Momofuku, il nuovo album di Elvis Costello & the Imposters è un diario di bordo degli ultimi mesi di un artista che ci ha abituato in tempi non sospetti che fra l’atto creativo e l’offerta non devono trascorrere periodi troppo lunghi di pianificazione.

Momofuku, dedicato allo scomparso inventore dei Chinese Noodles, è infatti un disco da consumare velocemente (come i Noodles di MomoFuku Ando, per l’appunto) così come velocemente è stato concepito e realizzato - solo otto giorni per far tutto - che fa leva su l’ antica attitudine in the face dei primi Attractions. A dirla tutta e per spiegare ancora meglio, solo nella prima settimana di Gennaio di quest’anno, Costello non aveva pianificato ancora niente di ciò che voleva fare se non il titolo e la pubblicazione. Elvis era, come sempre è, circondato da mille nuove canzoni ma l’unica di cui era assolutamente certo era solo American Gangster Time - una canzone rauca e abrasiva che pare uscita dai primi album del nostro tanto è ruvida e tanto Steve Nieve è autocitazionista dietro il suo vox continental! - ma per il resto, buio totale. Pete Thomas, batterista sin dai tempi degli Attractions e compagno di merende di Elvis, si attendeva però una telefonata dell’artista amico da lì a poco e per rendere più divertenti le future sedute aveva messo sul chi va là la giovanissima figlia Tennesse, batterista del trio power pop The Like, invitandola a partecipare anche lei alle sedute. Thomas, compagno di lungo corso di Costello e fine conoscitore delle necessita del nostro, si era rivolto poi a David Hidalgo dei Los Lobos – band con cui ogni tanto l’inglese delle Midland si esibisce - per eventuali abbellimenti. In entrambi i casi, Pete ci aveva visto giusto: Elvis Costello voleva infatti realizzare un disco con cui riconquistare un'altra piccola parte dell’immediatezza di una volta – che con l’età tende ad essere sostituita da una più pacata saggezza - quasi a dimostrare che un buon disco di canzoni dirette e senza fronzoli si può ancora fare a 52 anni. Qualche altro paio di buone mani avrebbero quindi solo fatto comodo. Johnathan Rice venne assunto a tempo pieno per ulteriori ritocchi chitarristi.

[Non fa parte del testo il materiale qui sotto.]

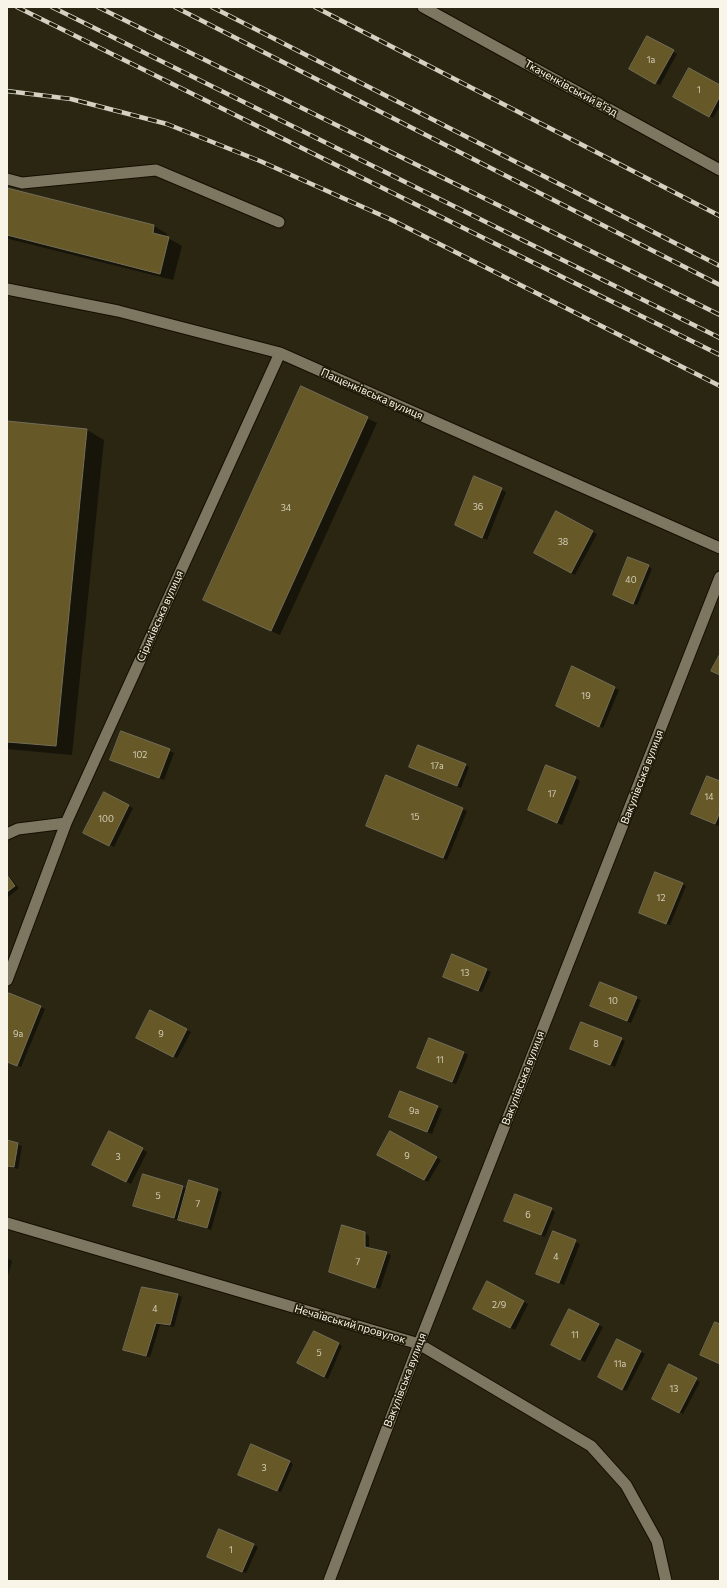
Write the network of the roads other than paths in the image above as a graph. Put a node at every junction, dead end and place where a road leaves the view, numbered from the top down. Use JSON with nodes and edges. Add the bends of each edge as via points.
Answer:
{"nodes":[{"id":1,"x":429,"y":8,"type":"edge"},
{"id":2,"x":720,"y":170,"type":"edge"},
{"id":3,"x":7,"y":179,"type":"edge"},
{"id":4,"x":279,"y":222,"type":"dead end"},
{"id":5,"x":7,"y":288,"type":"edge"},
{"id":6,"x":280,"y":353,"type":"junction"},
{"id":7,"x":720,"y":548,"type":"edge"},
{"id":8,"x":720,"y":577,"type":"edge"},
{"id":9,"x":66,"y":823,"type":"junction"},
{"id":10,"x":7,"y":834,"type":"edge"},
{"id":11,"x":7,"y":980,"type":"edge"},
{"id":12,"x":7,"y":1223,"type":"edge"},
{"id":13,"x":419,"y":1344,"type":"junction"},
{"id":14,"x":329,"y":1581,"type":"edge"},
{"id":15,"x":666,"y":1581,"type":"edge"}],
"edges":[{"from":1,"to":2,"type":"street","name":"Ткаченківський в'їзд"},
{"from":3,"to":4,"type":"street","via":[[22,183],[156,170]]},
{"from":5,"to":6,"type":"street","name":"Пащенківська вулиця","via":[[118,311]]},
{"from":6,"to":7,"type":"street","name":"Пащенківська вулиця"},
{"from":6,"to":9,"type":"street","name":"Сіриківська вулиця"},
{"from":8,"to":13,"type":"street","name":"Вакулівська вулиця"},
{"from":9,"to":10,"type":"street","via":[[18,829]]},
{"from":9,"to":11,"type":"street","name":"Сіриківська вулиця"},
{"from":12,"to":13,"type":"street","name":"Нечаївський провулок"},
{"from":13,"to":14,"type":"street","name":"Вакулівська вулиця"},
{"from":13,"to":15,"type":"street","name":"Нечаївський провулок","via":[[591,1446],[626,1485],[657,1541]]}]}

Momofuku rappresenta la caoticità organizzata della vita attuale di Elvis Costello. Elvis, con il guizzo del grande artista, acciuffa però al volo quello che potrebbe essere un limite per chiunque altro e lo fa suo. E’ il gioco dell’ imprevedibilità di Costello, giocatore con molto fiato, suo innato merito artistico che diventa metodo nello scrivere canzoni e che il musicista britannico considera bene, conscio delle molte variabili che come fantasmi lo accompagnano nel suo apparente caos. Costello è però uomo confidente, va detto, e Momofuku è dimostrazione di questa sua confidenza, una specialità che per il nostro è piazzata a metà strada fra l‘arte e il mestiere.

Ecco allora che ascoltando con attenzione Momofuku riscontrare che non mancano i colpi di classe e di genialità compositiva come la bellissima Flutter & Wow, country soul secondo i parametri del nostro!, un brano che non dimentica la lezione di Burt Bacharach e che pare uscito dal cappello magico tanto è naturale e primo take, la finale e ricca di groove Go Away, l‘accorata My Three Sons (Elvis ha avuto due gemelli dalla terza moglie Diana Krall solo 20 mesi fa e ha un figlio 33 enne…). Non solo: dietro il suono sporco e diretto di brani come No Hiding Place e Stella Hunt (dovrebbero aprire le rispettive facciate della versione su vinile del disco) e certi sperimentalismi di cui Steve Nieve è indiscusso promotore, si può intravedere un Costello diverso dal solito in Momofuku. Il cantautore britannico - che non dimentica le radici in brani come Mr.Feather che potrebbe essere uscita dal doppio bianco dei Beatles - ma naturalizzato americano da molti anni ormai, si interseca infatti sempre di più con la canzone moderna folk di quella terra. Reduce da una tournee lo scorso autunno come solitario opening act di Bob Dylan sulla costa Est, nonostante un tour del midwest con Emmilou Harris e Lucinda Williams e la presenza di Rosanne Cash, assieme alla quale firma la bella Song with Rose scritta un po’ prima delle registrazioni di questo album, la voce di Jenny Lewis di Rilo Kiley, la firma di Loretta Lynn assieme alla quale scrive la super sixties Pardon me, Madam, My Name is Eve, la attesa sbornia alternative country però non si materializza. Più esattamente si deve specificare che se essa si materializza in Momofuku si presenta alle nostre orecchie secondo i canoni a cui Costello ci ha abituato molto tempo fa e cioè la totale decostruzione di essa, merito da attribuire in pari misura agli Imposters, che interagiscono con originalità negli arrangiamenti di gruppo.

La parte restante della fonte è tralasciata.